Friday, October 5, 2012

and autumn

    It is fall here.  I love fall.  I love the (well, up north it would be but here it is still warm so I guess I love the idea of) cooler weather.  I love the colors.  I love the smells.  Ripening fruits and vegetables, glistening  I love the magic of the leaves falling and how they swirl.  I always imagine that if you could step through the swirl, you would be taken somewhere wonderful.  As a kid, I would try to catch a falling leaf.  I thought if you caught one, you would have good luck.
     It would be ironic if Jarrad fell during the fall and not just because of the play on words.  Fall is usually associated with dying things.  Perhaps we shouldn't think of it as dying but rather as coming to rest.  Followed by sleep.  Ah, got to love euphemisms.  We try so hard to "gentle" things.  Sleep as opposed to death.  We call it seasons of life.  How often is autumn associated with old age or death.  I never felt old before this year.  Now, I think that 35 is younger than I feel.

"God is our refuge and strength, always ready to help in times of trouble. So we will not fear when earthquakes come and the mountains crumble into the sea. Let the oceans roar and foam. Let the mountains tremble as the waters surge!" Psalm 46:1-3 

     This was the header verse for my devotion this morning.  Funny how sometimes what is supposed to comfort you only seems to taunt you.  Where is my refuge?  Because I could sure use one.

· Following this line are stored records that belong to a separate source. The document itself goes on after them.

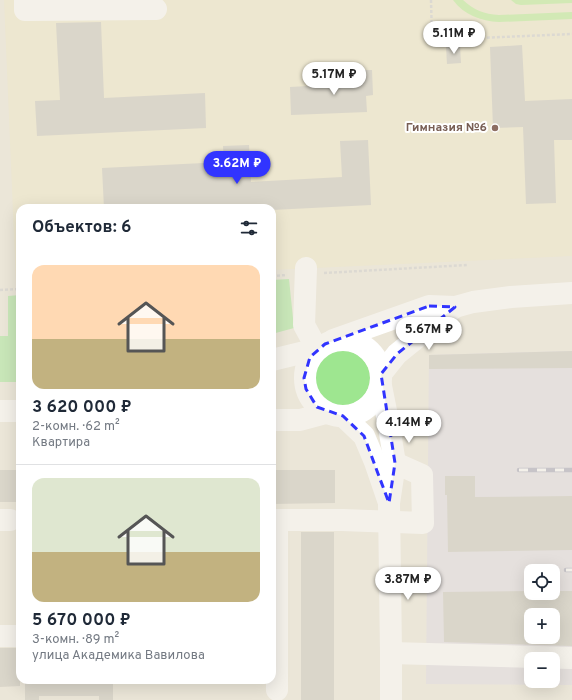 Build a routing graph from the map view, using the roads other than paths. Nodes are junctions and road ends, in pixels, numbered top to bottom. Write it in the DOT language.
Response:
graph roads {
  1 [pos="24,0"];
  2 [pos="156,9"];
  3 [pos="306,271"];
  4 [pos="572,293"];
  5 [pos="455,307"];
  6 [pos="325,344"];
  7 [pos="276,359"];
  8 [pos="381,380"];
  9 [pos="0,411"];
  10 [pos="16,411"];
  11 [pos="334,415"];
  12 [pos="276,420"];
  13 [pos="395,463"];
  14 [pos="389,513"];
  15 [pos="276,520"];
  16 [pos="276,605"];
  17 [pos="0,636"];
  18 [pos="16,636"];
  19 [pos="391,653"];
  20 [pos="572,658"];
  21 [pos="277,690"];
  22 [pos="391,700"];
  1 -- 2 [label="street"];
  3 -- 6 [label="street"];
  4 -- 5 [label="street"];
  5 -- 6 [label="street"];
  5 -- 8 [label="street"];
  6 -- 7 [label="street"];
  6 -- 8 [label="street"];
  6 -- 11 [label="street"];
  8 -- 11 [label="street"];
  8 -- 13 [label="street"];
  9 -- 10 [label="street"];
  11 -- 12 [label="street"];
  11 -- 14 [label="street"];
  13 -- 14 [label="street"];
  13 -- 14 [label="street"];
  14 -- 15 [label="street"];
  14 -- 19 [label="street"];
  16 -- 21 [label="street"];
  17 -- 18 [label="street"];
  19 -- 20 [label="street"];
  19 -- 22 [label="street"];
}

                                                                *******

Yes, I enjoy the irony of the above with this blog.   
     This is what I wrote several hours ago.  Since then, I have taken care of my kids and husband, cleaned the kitchen and done a couple of loads of laundry.  And watched a comedy.  The "surging of waters" has faded somewhat.  Surging, crashing, roaring.  That is how it feels sometimes.  You can't catch your breath.  I had a migraine earlier this afternoon.  I was able to nap for about 90 minutes and that was wonderful but Jarrad wasn't feeling good either.  I needed to get up and take care of him.  He felt bad about it and kept sending me to lay down and I felt bad that I couldn't stay up so that he could lay down.  If you ever had a migraine, you will understand that nothing stops the jackhammers in your head except for time.  Then I felt bad that I can't even get sick.  So where is or rather, was a refuge for me?  My pity party involved wondering when I get to be taken care of.
     You know what the worst part of this is? That Jarrad went to work this week.  And yes, 4 40 minutes drives really are crappy but he was feeling good and so I was feeling good.  In fact, I was feeling like we were going to make it.  That everything might be ok.  And then he calls because he isn't feeling good. And the headache I had since I got up escalated.  And I felt like I can't breathe.
     Perhaps it is good that we are at this point in our lives with Jarrad's paraplegia.  It is a time of sleep, quiet, death if you will, but this is also a time to plant bulbs so that in the spring, you see beauty from a dried up bulb. My faith feels as small as a mustard seed" (Matt. 17:20) right now.  I know that much can come from seeds even smaller.